An overview for matchmaking using LARKS is shown in Figure 2-16. The LARKS approach offers the option to use application domain knowledge in any advertisement or request using a local ontology. Briefly, LARKS provides discovery based on capability or functionality. This point of view is important to the researches thereafter. As mentioned before, however, the approach proposed by this dissertation is not only interested in the semantic issues but also the vague queries based on the quality rating of the underlying data about Web services.

Figure 2-16 An overview for matchmaking using LARKS [16]

In [11] and in earlier work [48], an algorithm to rank the corresponding Web services according to OWL-S descriptions during the discovery process is proposed. In this algorithm, all possible Web services will be analyzed in four stages: (1) the matching of inputs, (2) the matching of outputs, (3) the matching of service category, and (4) the matching of user-defined criteria. Each Web service will be rated during these four stages and the results will be aggregated to become the final assessment as shown in Figure 2-17. According to the assessments, a rank for Web services can be made for further selection. The ranking idea has contributed to service discovery and is somewhat similar to what this dissertation proposes. The concept of quality rating is also adopted by this dissertation. In addition to the concept of quality rating, this dissertation also details a rating procedure, describing how to evaluate a service using consensus based opinion, which has not been fully explored in [11],[48].

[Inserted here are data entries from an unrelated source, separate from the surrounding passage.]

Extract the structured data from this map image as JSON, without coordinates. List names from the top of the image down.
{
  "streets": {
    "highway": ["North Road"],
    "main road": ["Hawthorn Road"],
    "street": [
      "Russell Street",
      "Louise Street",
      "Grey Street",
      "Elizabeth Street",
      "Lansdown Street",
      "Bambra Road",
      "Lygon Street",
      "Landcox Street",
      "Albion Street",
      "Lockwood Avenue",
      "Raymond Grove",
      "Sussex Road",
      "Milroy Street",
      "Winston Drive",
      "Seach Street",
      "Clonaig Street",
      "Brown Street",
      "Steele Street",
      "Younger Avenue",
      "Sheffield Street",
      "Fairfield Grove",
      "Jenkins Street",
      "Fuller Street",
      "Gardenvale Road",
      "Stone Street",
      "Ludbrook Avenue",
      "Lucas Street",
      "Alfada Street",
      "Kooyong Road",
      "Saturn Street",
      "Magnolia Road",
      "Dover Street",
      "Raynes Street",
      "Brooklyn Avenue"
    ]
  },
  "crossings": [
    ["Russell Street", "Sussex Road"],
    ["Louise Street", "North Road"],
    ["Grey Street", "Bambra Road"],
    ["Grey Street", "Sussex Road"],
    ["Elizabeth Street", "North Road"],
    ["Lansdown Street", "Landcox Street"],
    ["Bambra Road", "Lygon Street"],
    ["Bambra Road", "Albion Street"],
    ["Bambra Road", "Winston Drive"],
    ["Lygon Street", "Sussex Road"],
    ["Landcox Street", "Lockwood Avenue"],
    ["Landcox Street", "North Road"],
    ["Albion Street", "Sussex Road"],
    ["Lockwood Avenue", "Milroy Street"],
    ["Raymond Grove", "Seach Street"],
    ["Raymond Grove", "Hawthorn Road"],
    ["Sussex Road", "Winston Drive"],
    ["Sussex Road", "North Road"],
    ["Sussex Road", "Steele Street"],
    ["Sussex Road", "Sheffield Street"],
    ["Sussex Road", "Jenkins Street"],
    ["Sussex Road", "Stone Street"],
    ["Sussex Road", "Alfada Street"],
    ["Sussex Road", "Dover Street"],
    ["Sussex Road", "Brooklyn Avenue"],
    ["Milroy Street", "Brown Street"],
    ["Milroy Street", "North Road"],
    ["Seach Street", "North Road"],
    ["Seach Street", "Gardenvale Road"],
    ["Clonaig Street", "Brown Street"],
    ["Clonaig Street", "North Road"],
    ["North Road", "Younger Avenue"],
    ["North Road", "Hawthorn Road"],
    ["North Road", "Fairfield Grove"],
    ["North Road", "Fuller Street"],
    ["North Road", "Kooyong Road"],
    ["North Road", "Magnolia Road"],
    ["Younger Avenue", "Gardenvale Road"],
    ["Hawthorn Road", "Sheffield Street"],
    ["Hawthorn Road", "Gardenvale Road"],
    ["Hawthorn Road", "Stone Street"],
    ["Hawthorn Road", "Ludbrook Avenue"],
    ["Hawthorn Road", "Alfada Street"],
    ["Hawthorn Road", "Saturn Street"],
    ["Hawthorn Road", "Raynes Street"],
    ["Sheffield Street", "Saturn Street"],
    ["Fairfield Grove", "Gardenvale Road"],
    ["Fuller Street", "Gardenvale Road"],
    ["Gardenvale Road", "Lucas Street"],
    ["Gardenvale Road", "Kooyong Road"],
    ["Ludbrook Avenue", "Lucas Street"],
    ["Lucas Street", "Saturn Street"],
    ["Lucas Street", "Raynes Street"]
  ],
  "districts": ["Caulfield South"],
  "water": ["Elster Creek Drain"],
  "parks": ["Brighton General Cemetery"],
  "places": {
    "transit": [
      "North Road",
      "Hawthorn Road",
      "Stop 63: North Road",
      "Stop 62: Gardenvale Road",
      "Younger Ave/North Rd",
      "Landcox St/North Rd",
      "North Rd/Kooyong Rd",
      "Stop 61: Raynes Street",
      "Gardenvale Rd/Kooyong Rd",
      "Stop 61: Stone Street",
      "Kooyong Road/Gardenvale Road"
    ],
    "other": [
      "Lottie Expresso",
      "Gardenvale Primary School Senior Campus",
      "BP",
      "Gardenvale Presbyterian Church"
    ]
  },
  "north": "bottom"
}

Figure 2-17 The rating procedures and ranking result for algorithm [11],[48]

Other work in functional discovery, such as [55], contribute their efforts in designing the detailed discovery algorithm for functional context reasoning within semantic environments.

However, all studies mentioned in this section are based on functional or capability search, but they have not paid sufficient attention to the use of underlying data and

information on services as a search criterion. This study proposed a consensus-based service discovery approach which attempts to use the underlying data on services as a search criterion (quality rating) to refine the search space and to increase the precision rate of discovery.